Cuervos 4. Requiem

U ne vingtaine d'années a passé depuis le tome 3. Jadis gamin des rues de Medellin recruté comme sicaire, adolescent écorché pris sous la protection d’un parrain du Cartel, puis jeune député au parlement colombien se faisant remarquer par ses méthodes tapageuses, Joàn Mendez a poursuivi son ascension vertigineuse. A présent maître redouté des cartels, il est aussi un politicien influent, ministre en poste et candidat aux prochaines élections présidentielles. Mais le décès de son épouse Beatriz va tout compromettre. Joàn, qui ne tolère pas que sa femme ait pu lui dissimuler son cancer, plonge graduellement dans une folie incontrôlable. L’empire Mendez serait en péril ? Pas si sûr : de retour d’Europe pour assister aux obsèques de sa mère, Alexia, la fille mal-aimée de Joàn, entend bien prendre la succession…

«Cria cuervos y te comeran los ojos» (élève des corbeaux et ils te mangeront les yeux). Cet avertissement gravé sur une montre offerte à Joàn donne à ce récit son titre et sa thématique. En effet, plus encore que les cartels, la corruption ou les conditions de vie dans les bidonvilles, le sujet de Cuervos est la trahison. Amitié, amour, famille sont des liens fragiles et souvent rompus dans un monde où le business et la politique se conquièrent par les armes.
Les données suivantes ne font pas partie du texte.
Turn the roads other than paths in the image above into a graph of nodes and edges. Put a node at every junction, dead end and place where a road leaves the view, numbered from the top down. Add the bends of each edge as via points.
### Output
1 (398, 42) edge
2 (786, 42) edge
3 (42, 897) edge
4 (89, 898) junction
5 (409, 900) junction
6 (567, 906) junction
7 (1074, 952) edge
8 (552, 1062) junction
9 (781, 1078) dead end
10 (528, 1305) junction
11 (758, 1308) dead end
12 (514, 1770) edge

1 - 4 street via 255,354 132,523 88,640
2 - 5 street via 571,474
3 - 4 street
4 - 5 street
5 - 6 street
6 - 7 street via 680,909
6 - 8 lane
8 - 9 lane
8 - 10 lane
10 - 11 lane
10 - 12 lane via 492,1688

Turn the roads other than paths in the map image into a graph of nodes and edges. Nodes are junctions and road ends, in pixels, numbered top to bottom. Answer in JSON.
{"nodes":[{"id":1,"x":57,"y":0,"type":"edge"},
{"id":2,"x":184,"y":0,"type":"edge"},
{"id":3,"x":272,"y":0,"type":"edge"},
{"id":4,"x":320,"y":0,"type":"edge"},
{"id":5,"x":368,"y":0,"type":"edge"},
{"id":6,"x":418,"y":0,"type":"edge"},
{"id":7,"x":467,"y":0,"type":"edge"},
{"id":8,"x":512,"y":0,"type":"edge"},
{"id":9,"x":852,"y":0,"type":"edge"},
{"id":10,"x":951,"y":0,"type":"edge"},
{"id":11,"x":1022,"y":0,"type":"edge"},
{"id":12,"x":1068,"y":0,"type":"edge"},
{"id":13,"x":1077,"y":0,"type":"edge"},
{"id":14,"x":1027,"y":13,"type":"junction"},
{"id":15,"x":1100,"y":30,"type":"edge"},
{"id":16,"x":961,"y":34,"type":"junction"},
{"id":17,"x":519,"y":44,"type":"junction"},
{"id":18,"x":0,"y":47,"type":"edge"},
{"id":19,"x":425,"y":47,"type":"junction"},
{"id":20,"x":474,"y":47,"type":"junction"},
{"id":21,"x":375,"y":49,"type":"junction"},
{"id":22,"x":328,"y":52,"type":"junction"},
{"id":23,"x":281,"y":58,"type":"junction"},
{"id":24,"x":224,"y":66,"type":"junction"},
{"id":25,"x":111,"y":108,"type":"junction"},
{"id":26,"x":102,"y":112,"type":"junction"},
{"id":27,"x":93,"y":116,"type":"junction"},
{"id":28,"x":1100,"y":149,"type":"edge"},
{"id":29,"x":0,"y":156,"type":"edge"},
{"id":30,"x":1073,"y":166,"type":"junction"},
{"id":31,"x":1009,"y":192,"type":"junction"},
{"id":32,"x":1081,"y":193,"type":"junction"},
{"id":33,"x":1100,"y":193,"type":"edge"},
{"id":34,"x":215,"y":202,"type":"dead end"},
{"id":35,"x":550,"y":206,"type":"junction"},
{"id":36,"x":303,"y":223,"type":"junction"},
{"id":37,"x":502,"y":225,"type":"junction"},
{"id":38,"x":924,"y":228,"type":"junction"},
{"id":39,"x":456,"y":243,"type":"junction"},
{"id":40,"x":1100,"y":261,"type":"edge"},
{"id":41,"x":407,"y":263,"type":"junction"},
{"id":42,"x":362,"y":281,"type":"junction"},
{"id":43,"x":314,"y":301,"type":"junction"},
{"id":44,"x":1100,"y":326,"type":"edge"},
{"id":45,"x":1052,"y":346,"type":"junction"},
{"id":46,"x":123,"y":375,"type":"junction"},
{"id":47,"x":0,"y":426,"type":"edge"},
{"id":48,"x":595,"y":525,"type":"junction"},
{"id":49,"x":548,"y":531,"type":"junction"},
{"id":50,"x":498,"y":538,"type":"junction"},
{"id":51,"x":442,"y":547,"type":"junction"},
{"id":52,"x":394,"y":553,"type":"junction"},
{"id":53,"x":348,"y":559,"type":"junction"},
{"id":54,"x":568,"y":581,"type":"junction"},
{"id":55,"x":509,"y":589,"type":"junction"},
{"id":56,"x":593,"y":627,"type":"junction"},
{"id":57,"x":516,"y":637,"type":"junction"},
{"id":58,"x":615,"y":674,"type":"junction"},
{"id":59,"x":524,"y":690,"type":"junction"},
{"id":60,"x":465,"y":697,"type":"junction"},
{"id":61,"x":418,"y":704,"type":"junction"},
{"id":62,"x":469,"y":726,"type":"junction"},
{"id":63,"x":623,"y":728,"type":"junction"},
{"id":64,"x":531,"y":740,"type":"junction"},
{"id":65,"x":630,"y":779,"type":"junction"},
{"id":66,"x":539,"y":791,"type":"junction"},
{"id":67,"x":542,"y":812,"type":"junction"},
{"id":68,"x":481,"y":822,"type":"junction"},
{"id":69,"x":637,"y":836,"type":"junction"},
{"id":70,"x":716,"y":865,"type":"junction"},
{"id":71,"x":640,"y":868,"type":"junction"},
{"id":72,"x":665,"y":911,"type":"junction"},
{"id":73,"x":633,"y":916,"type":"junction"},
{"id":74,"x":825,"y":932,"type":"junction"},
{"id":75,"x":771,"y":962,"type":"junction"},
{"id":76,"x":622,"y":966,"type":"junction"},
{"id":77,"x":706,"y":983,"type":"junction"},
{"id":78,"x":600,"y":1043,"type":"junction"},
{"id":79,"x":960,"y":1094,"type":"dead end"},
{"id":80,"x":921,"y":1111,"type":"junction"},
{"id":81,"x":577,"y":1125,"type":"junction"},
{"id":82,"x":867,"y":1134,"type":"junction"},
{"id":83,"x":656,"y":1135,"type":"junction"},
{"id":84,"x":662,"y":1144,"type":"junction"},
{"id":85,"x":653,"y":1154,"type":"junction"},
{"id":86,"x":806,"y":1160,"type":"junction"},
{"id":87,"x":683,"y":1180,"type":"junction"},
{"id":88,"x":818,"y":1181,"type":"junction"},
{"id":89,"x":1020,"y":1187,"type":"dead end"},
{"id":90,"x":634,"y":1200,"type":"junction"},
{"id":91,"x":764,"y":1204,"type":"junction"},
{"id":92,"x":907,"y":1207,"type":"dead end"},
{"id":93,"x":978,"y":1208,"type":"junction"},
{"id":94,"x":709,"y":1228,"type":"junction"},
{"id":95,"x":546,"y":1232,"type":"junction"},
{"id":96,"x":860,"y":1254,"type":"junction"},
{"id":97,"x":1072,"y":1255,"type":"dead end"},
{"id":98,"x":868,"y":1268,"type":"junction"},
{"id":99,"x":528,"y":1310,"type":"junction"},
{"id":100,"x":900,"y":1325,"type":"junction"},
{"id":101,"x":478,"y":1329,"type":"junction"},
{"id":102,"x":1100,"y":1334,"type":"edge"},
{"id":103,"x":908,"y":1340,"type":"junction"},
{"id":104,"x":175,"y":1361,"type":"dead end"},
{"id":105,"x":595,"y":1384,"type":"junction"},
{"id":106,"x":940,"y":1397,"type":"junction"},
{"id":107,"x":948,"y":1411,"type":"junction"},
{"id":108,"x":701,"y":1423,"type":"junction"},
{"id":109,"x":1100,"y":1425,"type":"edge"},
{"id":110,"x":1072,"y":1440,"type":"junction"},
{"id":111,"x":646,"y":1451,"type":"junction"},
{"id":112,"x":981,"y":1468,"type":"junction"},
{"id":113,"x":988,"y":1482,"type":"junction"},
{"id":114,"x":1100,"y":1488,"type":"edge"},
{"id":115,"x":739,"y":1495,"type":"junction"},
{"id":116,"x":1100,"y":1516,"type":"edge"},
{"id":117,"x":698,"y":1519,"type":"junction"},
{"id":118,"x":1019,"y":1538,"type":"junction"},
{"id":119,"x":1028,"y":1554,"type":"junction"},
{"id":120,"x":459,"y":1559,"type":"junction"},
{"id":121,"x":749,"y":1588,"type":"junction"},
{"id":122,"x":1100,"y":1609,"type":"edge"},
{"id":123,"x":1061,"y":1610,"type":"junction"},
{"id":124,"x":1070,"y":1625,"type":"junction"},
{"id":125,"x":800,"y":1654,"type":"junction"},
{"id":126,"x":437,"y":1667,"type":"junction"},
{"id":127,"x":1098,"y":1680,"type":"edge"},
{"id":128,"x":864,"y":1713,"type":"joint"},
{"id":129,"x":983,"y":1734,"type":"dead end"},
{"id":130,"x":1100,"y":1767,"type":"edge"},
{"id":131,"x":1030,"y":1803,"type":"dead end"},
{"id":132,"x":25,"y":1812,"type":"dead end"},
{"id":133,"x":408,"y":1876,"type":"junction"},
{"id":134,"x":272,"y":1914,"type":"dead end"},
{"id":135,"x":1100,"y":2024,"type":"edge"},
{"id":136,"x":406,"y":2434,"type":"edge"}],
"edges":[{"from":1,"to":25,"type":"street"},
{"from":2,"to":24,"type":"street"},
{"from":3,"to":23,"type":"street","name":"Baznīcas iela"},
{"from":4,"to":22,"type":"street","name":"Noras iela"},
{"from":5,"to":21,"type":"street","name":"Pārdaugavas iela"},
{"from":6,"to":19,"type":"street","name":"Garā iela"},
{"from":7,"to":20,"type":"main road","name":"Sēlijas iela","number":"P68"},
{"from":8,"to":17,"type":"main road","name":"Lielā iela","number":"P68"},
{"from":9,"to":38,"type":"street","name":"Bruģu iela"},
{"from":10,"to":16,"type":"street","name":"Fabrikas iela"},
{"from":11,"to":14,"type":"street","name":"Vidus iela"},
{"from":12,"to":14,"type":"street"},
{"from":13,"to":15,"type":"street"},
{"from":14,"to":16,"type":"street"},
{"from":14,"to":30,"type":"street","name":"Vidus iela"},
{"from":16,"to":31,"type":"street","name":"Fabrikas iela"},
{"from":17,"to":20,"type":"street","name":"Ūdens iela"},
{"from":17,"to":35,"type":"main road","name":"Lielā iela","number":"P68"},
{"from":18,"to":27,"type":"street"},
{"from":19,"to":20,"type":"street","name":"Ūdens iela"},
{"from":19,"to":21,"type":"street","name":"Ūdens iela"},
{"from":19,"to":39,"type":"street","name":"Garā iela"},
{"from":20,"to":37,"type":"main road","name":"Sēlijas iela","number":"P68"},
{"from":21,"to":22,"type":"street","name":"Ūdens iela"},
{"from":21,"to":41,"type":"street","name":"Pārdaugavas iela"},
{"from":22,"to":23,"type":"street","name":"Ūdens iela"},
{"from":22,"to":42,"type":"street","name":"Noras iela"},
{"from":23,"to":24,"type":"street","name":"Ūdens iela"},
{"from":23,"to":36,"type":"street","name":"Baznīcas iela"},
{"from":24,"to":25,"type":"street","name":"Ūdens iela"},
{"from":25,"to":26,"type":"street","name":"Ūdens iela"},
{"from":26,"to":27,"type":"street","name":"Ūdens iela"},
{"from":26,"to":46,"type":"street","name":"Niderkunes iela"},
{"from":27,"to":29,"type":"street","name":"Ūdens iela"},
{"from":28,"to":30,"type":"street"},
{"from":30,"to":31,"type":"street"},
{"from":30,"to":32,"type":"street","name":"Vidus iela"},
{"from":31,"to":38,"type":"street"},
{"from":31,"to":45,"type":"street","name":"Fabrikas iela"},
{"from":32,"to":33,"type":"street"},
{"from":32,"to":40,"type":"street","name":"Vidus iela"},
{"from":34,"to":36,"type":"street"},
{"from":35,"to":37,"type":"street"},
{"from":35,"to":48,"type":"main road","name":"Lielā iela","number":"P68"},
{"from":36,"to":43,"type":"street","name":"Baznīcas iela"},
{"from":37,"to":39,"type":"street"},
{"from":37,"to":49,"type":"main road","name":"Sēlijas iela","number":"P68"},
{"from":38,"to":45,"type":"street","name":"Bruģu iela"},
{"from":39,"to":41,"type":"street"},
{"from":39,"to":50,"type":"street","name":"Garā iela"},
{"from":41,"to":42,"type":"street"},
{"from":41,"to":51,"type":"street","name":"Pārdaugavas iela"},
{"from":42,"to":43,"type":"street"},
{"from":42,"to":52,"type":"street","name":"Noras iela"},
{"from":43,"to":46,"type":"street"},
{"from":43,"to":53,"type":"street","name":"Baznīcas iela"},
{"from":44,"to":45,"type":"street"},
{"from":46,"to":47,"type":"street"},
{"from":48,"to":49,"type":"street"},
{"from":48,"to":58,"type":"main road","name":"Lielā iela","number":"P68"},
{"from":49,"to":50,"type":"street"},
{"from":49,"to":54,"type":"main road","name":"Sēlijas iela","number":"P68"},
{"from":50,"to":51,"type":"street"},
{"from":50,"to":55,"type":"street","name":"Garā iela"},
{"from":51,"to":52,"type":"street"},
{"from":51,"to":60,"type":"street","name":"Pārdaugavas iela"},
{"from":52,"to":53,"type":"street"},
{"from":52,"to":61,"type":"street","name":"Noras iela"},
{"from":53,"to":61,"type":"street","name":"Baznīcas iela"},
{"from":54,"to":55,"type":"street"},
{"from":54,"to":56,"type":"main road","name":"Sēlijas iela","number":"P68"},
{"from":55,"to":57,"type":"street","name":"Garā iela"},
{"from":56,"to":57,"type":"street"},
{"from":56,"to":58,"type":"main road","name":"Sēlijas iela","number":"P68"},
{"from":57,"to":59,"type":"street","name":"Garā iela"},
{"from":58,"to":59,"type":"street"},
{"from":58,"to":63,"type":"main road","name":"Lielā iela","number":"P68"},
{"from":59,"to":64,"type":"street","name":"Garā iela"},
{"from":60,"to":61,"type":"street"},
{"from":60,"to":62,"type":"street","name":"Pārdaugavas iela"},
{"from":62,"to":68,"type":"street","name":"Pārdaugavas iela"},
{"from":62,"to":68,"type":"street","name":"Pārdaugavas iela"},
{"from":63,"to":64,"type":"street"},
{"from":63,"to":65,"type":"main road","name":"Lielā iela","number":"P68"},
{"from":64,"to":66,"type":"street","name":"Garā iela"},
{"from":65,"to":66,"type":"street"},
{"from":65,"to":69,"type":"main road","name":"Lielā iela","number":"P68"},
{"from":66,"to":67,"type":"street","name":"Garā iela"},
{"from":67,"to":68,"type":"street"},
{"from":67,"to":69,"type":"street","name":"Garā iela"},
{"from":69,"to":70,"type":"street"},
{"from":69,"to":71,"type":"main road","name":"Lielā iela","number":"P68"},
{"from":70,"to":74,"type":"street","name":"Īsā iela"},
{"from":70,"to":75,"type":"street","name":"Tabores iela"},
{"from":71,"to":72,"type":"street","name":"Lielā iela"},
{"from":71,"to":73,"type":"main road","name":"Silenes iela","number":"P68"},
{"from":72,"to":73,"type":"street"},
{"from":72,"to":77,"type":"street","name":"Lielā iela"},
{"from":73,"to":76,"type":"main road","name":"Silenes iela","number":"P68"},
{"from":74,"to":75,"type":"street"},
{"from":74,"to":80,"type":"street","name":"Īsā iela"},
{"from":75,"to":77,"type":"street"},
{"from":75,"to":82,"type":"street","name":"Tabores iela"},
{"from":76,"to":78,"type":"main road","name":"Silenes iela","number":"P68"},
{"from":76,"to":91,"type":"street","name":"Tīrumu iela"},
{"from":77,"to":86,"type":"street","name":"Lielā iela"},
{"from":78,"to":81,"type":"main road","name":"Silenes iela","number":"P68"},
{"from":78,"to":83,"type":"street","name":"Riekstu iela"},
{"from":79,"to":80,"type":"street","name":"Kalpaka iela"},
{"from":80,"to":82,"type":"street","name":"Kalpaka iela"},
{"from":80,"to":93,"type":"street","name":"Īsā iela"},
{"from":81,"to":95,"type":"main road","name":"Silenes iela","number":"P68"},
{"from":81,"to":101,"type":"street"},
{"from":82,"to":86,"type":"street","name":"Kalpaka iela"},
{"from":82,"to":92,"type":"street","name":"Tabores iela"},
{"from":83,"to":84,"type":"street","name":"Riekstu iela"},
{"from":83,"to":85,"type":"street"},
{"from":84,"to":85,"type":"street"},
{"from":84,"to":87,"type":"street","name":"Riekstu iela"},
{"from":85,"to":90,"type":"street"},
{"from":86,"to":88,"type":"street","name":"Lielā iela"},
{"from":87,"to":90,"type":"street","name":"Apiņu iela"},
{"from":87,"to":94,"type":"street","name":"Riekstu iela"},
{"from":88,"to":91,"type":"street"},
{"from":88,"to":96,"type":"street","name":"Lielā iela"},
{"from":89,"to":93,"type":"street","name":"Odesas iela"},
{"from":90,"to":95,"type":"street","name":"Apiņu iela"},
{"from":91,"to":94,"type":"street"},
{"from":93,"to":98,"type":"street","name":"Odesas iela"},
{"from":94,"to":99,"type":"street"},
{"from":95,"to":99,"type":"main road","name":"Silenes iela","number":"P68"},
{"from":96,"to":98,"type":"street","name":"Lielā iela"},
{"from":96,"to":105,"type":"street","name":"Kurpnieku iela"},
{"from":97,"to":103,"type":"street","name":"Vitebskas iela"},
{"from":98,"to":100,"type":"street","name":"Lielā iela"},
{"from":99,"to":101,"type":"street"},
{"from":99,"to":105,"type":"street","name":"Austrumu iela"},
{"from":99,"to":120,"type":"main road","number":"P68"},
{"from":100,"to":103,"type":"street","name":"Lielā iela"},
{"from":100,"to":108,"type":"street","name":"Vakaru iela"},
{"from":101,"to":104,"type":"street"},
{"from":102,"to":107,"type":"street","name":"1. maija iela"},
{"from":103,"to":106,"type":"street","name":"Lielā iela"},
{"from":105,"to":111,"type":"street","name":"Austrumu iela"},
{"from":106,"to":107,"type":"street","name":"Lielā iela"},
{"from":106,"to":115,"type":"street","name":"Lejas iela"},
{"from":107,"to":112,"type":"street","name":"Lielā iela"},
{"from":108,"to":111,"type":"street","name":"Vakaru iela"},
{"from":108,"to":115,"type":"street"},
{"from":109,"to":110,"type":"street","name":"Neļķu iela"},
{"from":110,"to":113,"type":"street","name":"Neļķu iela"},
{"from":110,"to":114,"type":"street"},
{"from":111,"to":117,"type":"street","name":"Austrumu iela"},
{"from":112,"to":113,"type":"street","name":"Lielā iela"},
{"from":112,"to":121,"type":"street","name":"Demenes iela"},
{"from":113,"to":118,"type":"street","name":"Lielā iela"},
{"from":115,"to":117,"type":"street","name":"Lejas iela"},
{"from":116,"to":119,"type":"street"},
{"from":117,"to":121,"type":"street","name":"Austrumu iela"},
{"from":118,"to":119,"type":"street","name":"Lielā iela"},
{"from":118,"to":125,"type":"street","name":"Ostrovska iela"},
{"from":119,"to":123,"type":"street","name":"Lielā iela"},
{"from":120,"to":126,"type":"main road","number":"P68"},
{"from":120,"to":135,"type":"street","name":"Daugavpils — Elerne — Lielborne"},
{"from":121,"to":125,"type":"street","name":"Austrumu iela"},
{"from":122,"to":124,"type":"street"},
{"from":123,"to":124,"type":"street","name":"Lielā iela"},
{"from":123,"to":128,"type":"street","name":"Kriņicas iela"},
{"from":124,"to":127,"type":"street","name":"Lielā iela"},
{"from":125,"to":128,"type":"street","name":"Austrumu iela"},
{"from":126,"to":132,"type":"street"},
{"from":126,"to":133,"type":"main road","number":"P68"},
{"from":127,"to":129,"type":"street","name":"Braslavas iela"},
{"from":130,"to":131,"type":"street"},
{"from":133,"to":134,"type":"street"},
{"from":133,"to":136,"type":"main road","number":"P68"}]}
Des mafiosi, bandits et autres crapules, la bande dessinée n’en manque pas. Mais ce qui rend Cuervos assez unique, c’est le ton employé, qui est celui d’un réalisme distancié. A aucun moment les auteurs ne cherchent à canaliser les émotions du lecteur. Joàn n’est pas montré comme un héros, rien n’est fait pour le glorifier. Il n’est pas non plus présenté comme un anti-héros, ni comme la victime d’un système. A la manière d’une équipe de reportage, les auteurs se contentent de restituer les faits bruts (et brutaux), sans jugement de valeur, quoi qu’il se passe. Loin de rendre le récit plus fade, cela lui donne une authenticité inquiétante. D’autant que la Colombie a bel et bien connu, avec Pablo Escobar, des narcotrafiquants narguant les institutions au point de se lancer en politique.

Au service de cette fresque complexe et dense, Michel Durand fait preuve d’un sens remarquable de la composition. Ses cadrages sont particulièrement audacieux, avec des vues en plongée si nombreuses que le lecteur est constamment au bord du vertige. C’est toutefois moins vrai dans le quatrième et ultime tome que dans les précédents, probablement parce que le récit est cette fois plus centré sur Alexia, qui a les pieds sur terre, que sur son père constamment déconnecté.